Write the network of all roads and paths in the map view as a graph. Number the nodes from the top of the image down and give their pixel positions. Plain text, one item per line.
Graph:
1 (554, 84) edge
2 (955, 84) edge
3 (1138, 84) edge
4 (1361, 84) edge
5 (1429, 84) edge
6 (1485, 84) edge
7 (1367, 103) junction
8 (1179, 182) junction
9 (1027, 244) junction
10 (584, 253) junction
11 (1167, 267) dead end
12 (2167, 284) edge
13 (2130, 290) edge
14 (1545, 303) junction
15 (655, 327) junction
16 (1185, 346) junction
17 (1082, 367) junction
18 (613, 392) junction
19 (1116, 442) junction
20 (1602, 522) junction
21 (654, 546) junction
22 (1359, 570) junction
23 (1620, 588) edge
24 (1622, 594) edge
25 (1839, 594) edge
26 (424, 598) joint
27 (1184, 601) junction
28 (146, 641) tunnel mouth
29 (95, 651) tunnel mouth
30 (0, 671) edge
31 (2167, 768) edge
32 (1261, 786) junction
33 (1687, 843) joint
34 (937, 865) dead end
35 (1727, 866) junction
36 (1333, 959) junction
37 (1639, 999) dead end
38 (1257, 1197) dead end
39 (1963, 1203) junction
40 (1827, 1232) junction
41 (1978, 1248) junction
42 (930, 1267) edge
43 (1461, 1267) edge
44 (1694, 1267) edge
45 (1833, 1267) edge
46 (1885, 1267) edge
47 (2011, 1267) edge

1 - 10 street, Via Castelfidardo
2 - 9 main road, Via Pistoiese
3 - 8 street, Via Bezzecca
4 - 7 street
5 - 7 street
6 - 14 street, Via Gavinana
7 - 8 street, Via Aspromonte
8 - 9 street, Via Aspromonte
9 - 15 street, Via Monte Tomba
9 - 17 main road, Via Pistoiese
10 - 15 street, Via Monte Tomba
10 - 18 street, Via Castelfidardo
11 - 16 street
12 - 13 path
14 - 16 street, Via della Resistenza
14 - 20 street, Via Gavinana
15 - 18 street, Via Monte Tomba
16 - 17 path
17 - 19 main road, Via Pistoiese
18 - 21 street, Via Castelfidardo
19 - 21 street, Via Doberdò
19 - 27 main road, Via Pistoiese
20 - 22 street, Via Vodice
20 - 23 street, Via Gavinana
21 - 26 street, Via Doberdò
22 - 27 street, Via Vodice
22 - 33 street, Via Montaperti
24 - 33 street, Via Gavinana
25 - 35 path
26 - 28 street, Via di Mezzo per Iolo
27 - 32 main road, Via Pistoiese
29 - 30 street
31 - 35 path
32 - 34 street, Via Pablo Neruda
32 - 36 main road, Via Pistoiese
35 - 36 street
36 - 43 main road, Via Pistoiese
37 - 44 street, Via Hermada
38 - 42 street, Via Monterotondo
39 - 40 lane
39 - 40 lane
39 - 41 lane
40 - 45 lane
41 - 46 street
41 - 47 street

▬▬▬▬▬▬

■ WHAT TO PRODUCE
Please transcribe the data shown above in full, exactly as it stands.

■ ANSWER FOR THE TASK
Write the network of all roads and paths in the map view as a graph. Number the nodes from the top of the image down and give their pixel positions. Plain text, one item per line.
Graph:
1 (554, 84) edge
2 (955, 84) edge
3 (1138, 84) edge
4 (1361, 84) edge
5 (1429, 84) edge
6 (1485, 84) edge
7 (1367, 103) junction
8 (1179, 182) junction
9 (1027, 244) junction
10 (584, 253) junction
11 (1167, 267) dead end
12 (2167, 284) edge
13 (2130, 290) edge
14 (1545, 303) junction
15 (655, 327) junction
16 (1185, 346) junction
17 (1082, 367) junction
18 (613, 392) junction
19 (1116, 442) junction
20 (1602, 522) junction
21 (654, 546) junction
22 (1359, 570) junction
23 (1620, 588) edge
24 (1622, 594) edge
25 (1839, 594) edge
26 (424, 598) joint
27 (1184, 601) junction
28 (146, 641) tunnel mouth
29 (95, 651) tunnel mouth
30 (0, 671) edge
31 (2167, 768) edge
32 (1261, 786) junction
33 (1687, 843) joint
34 (937, 865) dead end
35 (1727, 866) junction
36 (1333, 959) junction
37 (1639, 999) dead end
38 (1257, 1197) dead end
39 (1963, 1203) junction
40 (1827, 1232) junction
41 (1978, 1248) junction
42 (930, 1267) edge
43 (1461, 1267) edge
44 (1694, 1267) edge
45 (1833, 1267) edge
46 (1885, 1267) edge
47 (2011, 1267) edge

1 - 10 street, Via Castelfidardo
2 - 9 main road, Via Pistoiese
3 - 8 street, Via Bezzecca
4 - 7 street
5 - 7 street
6 - 14 street, Via Gavinana
7 - 8 street, Via Aspromonte
8 - 9 street, Via Aspromonte
9 - 15 street, Via Monte Tomba
9 - 17 main road, Via Pistoiese
10 - 15 street, Via Monte Tomba
10 - 18 street, Via Castelfidardo
11 - 16 street
12 - 13 path
14 - 16 street, Via della Resistenza
14 - 20 street, Via Gavinana
15 - 18 street, Via Monte Tomba
16 - 17 path
17 - 19 main road, Via Pistoiese
18 - 21 street, Via Castelfidardo
19 - 21 street, Via Doberdò
19 - 27 main road, Via Pistoiese
20 - 22 street, Via Vodice
20 - 23 street, Via Gavinana
21 - 26 street, Via Doberdò
22 - 27 street, Via Vodice
22 - 33 street, Via Montaperti
24 - 33 street, Via Gavinana
25 - 35 path
26 - 28 street, Via di Mezzo per Iolo
27 - 32 main road, Via Pistoiese
29 - 30 street
31 - 35 path
32 - 34 street, Via Pablo Neruda
32 - 36 main road, Via Pistoiese
35 - 36 street
36 - 43 main road, Via Pistoiese
37 - 44 street, Via Hermada
38 - 42 street, Via Monterotondo
39 - 40 lane
39 - 40 lane
39 - 41 lane
40 - 45 lane
41 - 46 street
41 - 47 street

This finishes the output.